* Task item *
Report how many lines in the data below hold the string "nodes". Nothing else should appear in the answer.

^^^^^^^^^^^^^^^^

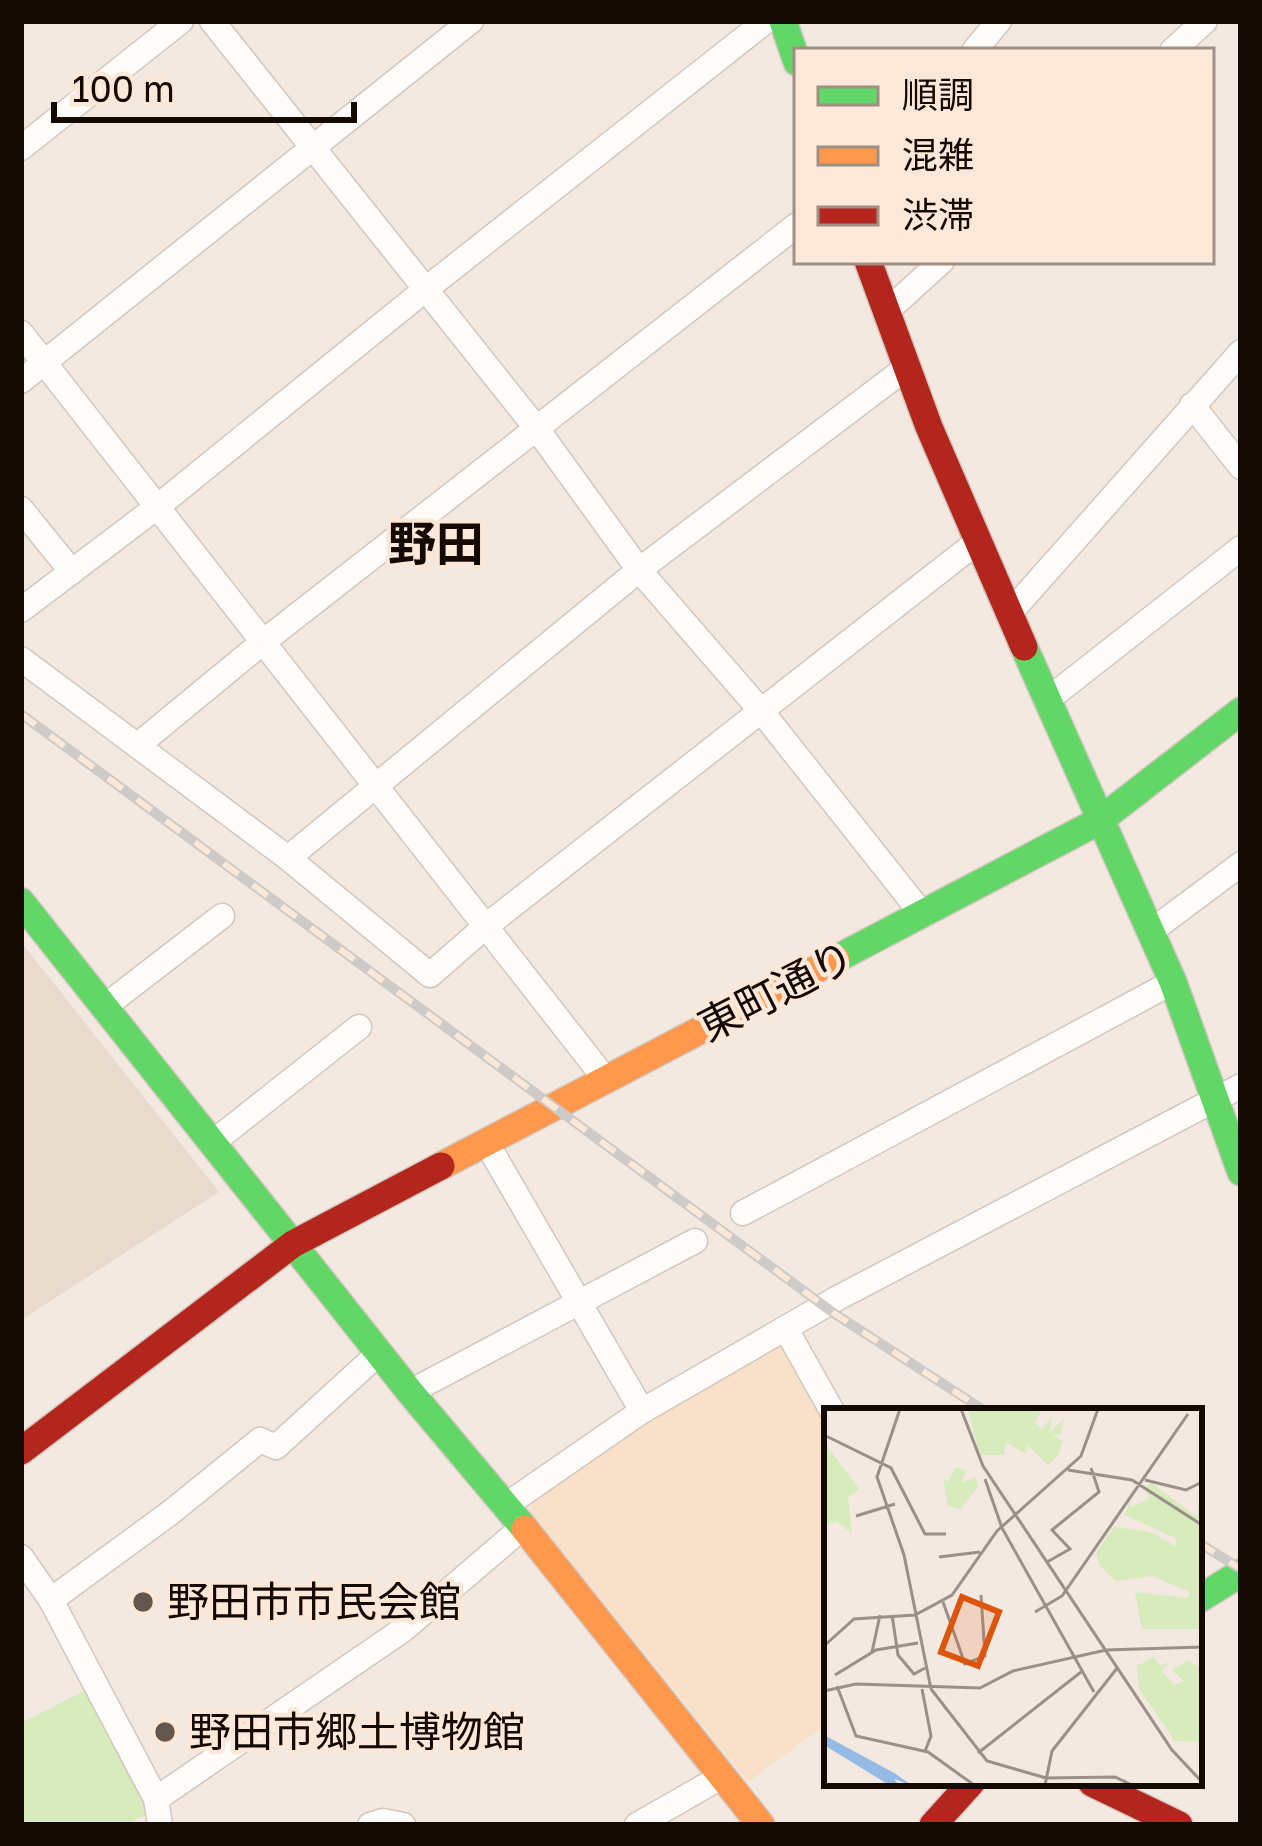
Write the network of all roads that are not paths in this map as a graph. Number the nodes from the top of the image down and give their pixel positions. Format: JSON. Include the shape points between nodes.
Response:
{"nodes":[{"id":1,"x":181,"y":21,"type":"edge"},
{"id":2,"x":212,"y":21,"type":"edge"},
{"id":3,"x":471,"y":21,"type":"edge"},
{"id":4,"x":766,"y":21,"type":"edge"},
{"id":5,"x":783,"y":21,"type":"edge"},
{"id":6,"x":1000,"y":21,"type":"edge"},
{"id":7,"x":1205,"y":21,"type":"edge"},
{"id":8,"x":977,"y":48,"type":"edge"},
{"id":9,"x":1175,"y":48,"type":"edge"},
{"id":10,"x":794,"y":53,"type":"edge"},
{"id":11,"x":21,"y":148,"type":"edge"},
{"id":12,"x":313,"y":148,"type":"junction"},
{"id":13,"x":794,"y":227,"type":"edge"},
{"id":14,"x":869,"y":264,"type":"edge"},
{"id":15,"x":939,"y":264,"type":"edge"},
{"id":16,"x":426,"y":289,"type":"junction"},
{"id":17,"x":886,"y":312,"type":"junction"},
{"id":18,"x":21,"y":333,"type":"edge"},
{"id":19,"x":1241,"y":352,"type":"edge"},
{"id":20,"x":44,"y":363,"type":"junction"},
{"id":21,"x":906,"y":368,"type":"junction"},
{"id":22,"x":21,"y":381,"type":"edge"},
{"id":23,"x":1192,"y":405,"type":"junction"},
{"id":24,"x":537,"y":429,"type":"junction"},
{"id":25,"x":1241,"y":467,"type":"edge"},
{"id":26,"x":157,"y":507,"type":"junction"},
{"id":27,"x":21,"y":508,"type":"edge"},
{"id":28,"x":977,"y":542,"type":"junction"},
{"id":29,"x":1241,"y":548,"type":"edge"},
{"id":30,"x":640,"y":570,"type":"junction"},
{"id":31,"x":71,"y":572,"type":"junction"},
{"id":32,"x":21,"y":610,"type":"edge"},
{"id":33,"x":1009,"y":614,"type":"junction"},
{"id":34,"x":262,"y":641,"type":"junction"},
{"id":35,"x":21,"y":658,"type":"edge"},
{"id":36,"x":1046,"y":701,"type":"junction"},
{"id":37,"x":1241,"y":711,"type":"edge"},
{"id":38,"x":762,"y":712,"type":"junction"},
{"id":39,"x":138,"y":745,"type":"junction"},
{"id":40,"x":376,"y":786,"type":"junction"},
{"id":41,"x":1099,"y":821,"type":"junction"},
{"id":42,"x":287,"y":858,"type":"junction"},
{"id":43,"x":1241,"y":864,"type":"edge"},
{"id":44,"x":923,"y":915,"type":"junction"},
{"id":45,"x":222,"y":916,"type":"dead end"},
{"id":46,"x":26,"y":920,"type":"edge"},
{"id":47,"x":486,"y":926,"type":"junction"},
{"id":48,"x":1150,"y":932,"type":"junction"},
{"id":49,"x":1173,"y":982,"type":"junction"},
{"id":50,"x":104,"y":1006,"type":"junction"},
{"id":51,"x":359,"y":1028,"type":"dead end"},
{"id":52,"x":606,"y":1080,"type":"junction"},
{"id":53,"x":1228,"y":1092,"type":"edge"},
{"id":54,"x":212,"y":1142,"type":"junction"},
{"id":55,"x":486,"y":1142,"type":"junction"},
{"id":56,"x":1241,"y":1172,"type":"edge"},
{"id":57,"x":743,"y":1213,"type":"dead end"},
{"id":58,"x":695,"y":1240,"type":"dead end"},
{"id":59,"x":293,"y":1244,"type":"junction"},
{"id":60,"x":580,"y":1302,"type":"junction"},
{"id":61,"x":786,"y":1328,"type":"junction"},
{"id":62,"x":379,"y":1354,"type":"junction"},
{"id":63,"x":410,"y":1393,"type":"junction"},
{"id":64,"x":830,"y":1408,"type":"edge"},
{"id":65,"x":642,"y":1411,"type":"junction"},
{"id":66,"x":21,"y":1451,"type":"edge"},
{"id":67,"x":514,"y":1517,"type":"junction"},
{"id":68,"x":21,"y":1557,"type":"edge"},
{"id":69,"x":1241,"y":1573,"type":"edge"},
{"id":70,"x":1202,"y":1596,"type":"edge"},
{"id":71,"x":51,"y":1600,"type":"junction"},
{"id":72,"x":721,"y":1777,"type":"junction"},
{"id":73,"x":968,"y":1786,"type":"edge"},
{"id":74,"x":1098,"y":1786,"type":"edge"},
{"id":75,"x":156,"y":1799,"type":"junction"},
{"id":76,"x":160,"y":1825,"type":"edge"},
{"id":77,"x":370,"y":1825,"type":"edge"},
{"id":78,"x":403,"y":1825,"type":"edge"},
{"id":79,"x":638,"y":1825,"type":"edge"},
{"id":80,"x":761,"y":1825,"type":"edge"},
{"id":81,"x":933,"y":1825,"type":"edge"},
{"id":82,"x":1179,"y":1825,"type":"edge"}],
"edges":[{"from":1,"to":11,"type":"street"},
{"from":2,"to":12,"type":"street"},
{"from":3,"to":12,"type":"street"},
{"from":4,"to":16,"type":"street"},
{"from":5,"to":10,"type":"street"},
{"from":6,"to":8,"type":"street"},
{"from":7,"to":9,"type":"street"},
{"from":12,"to":16,"type":"street"},
{"from":12,"to":20,"type":"street"},
{"from":13,"to":24,"type":"street"},
{"from":14,"to":17,"type":"street"},
{"from":15,"to":17,"type":"street"},
{"from":16,"to":24,"type":"street"},
{"from":16,"to":26,"type":"street"},
{"from":17,"to":21,"type":"street"},
{"from":18,"to":20,"type":"street"},
{"from":19,"to":23,"type":"street"},
{"from":20,"to":22,"type":"street"},
{"from":20,"to":26,"type":"street"},
{"from":21,"to":28,"type":"street"},
{"from":21,"to":30,"type":"street"},
{"from":23,"to":25,"type":"street"},
{"from":23,"to":33,"type":"street"},
{"from":24,"to":30,"type":"street"},
{"from":24,"to":34,"type":"street"},
{"from":26,"to":31,"type":"street"},
{"from":26,"to":34,"type":"street"},
{"from":27,"to":31,"type":"street"},
{"from":28,"to":33,"type":"street"},
{"from":28,"to":38,"type":"street"},
{"from":29,"to":36,"type":"street"},
{"from":30,"to":38,"type":"street"},
{"from":30,"to":40,"type":"street"},
{"from":31,"to":32,"type":"street"},
{"from":33,"to":36,"type":"street"},
{"from":34,"to":39,"type":"street"},
{"from":34,"to":40,"type":"street"},
{"from":35,"to":39,"type":"street"},
{"from":36,"to":41,"type":"street"},
{"from":37,"to":41,"type":"street","name":"東町通り"},
{"from":38,"to":44,"type":"street"},
{"from":38,"to":47,"type":"street"},
{"from":39,"to":42,"type":"street"},
{"from":40,"to":42,"type":"street"},
{"from":40,"to":47,"type":"street"},
{"from":41,"to":44,"type":"street","name":"東町通り"},
{"from":41,"to":48,"type":"street"},
{"from":42,"to":47,"type":"street","via":[[430,975]]},
{"from":43,"to":48,"type":"street"},
{"from":44,"to":52,"type":"street","name":"東町通り"},
{"from":45,"to":50,"type":"street"},
{"from":46,"to":50,"type":"street"},
{"from":47,"to":52,"type":"street"},
{"from":48,"to":49,"type":"street"},
{"from":49,"to":53,"type":"street"},
{"from":49,"to":57,"type":"street"},
{"from":50,"to":54,"type":"street"},
{"from":51,"to":54,"type":"street"},
{"from":52,"to":55,"type":"street","name":"東町通り"},
{"from":53,"to":56,"type":"street"},
{"from":53,"to":61,"type":"street"},
{"from":54,"to":59,"type":"street"},
{"from":55,"to":59,"type":"street","name":"東町通り"},
{"from":55,"to":60,"type":"street"},
{"from":58,"to":60,"type":"street"},
{"from":59,"to":62,"type":"street"},
{"from":59,"to":66,"type":"street","name":"東町通り"},
{"from":60,"to":63,"type":"street"},
{"from":60,"to":65,"type":"street"},
{"from":61,"to":64,"type":"street"},
{"from":61,"to":65,"type":"street"},
{"from":62,"to":63,"type":"street"},
{"from":62,"to":71,"type":"street","via":[[276,1447],[260,1440]]},
{"from":63,"to":67,"type":"street"},
{"from":65,"to":67,"type":"street"},
{"from":67,"to":72,"type":"street"},
{"from":67,"to":75,"type":"street","via":[[404,1629]]},
{"from":68,"to":71,"type":"street"},
{"from":69,"to":70,"type":"street"},
{"from":71,"to":75,"type":"street"},
{"from":72,"to":79,"type":"street"},
{"from":72,"to":80,"type":"street"},
{"from":73,"to":81,"type":"street"},
{"from":74,"to":82,"type":"street"},
{"from":75,"to":76,"type":"street"},
{"from":77,"to":78,"type":"street"}]}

^^^^^^^^^^^^^^^^

* Completed exercise *
2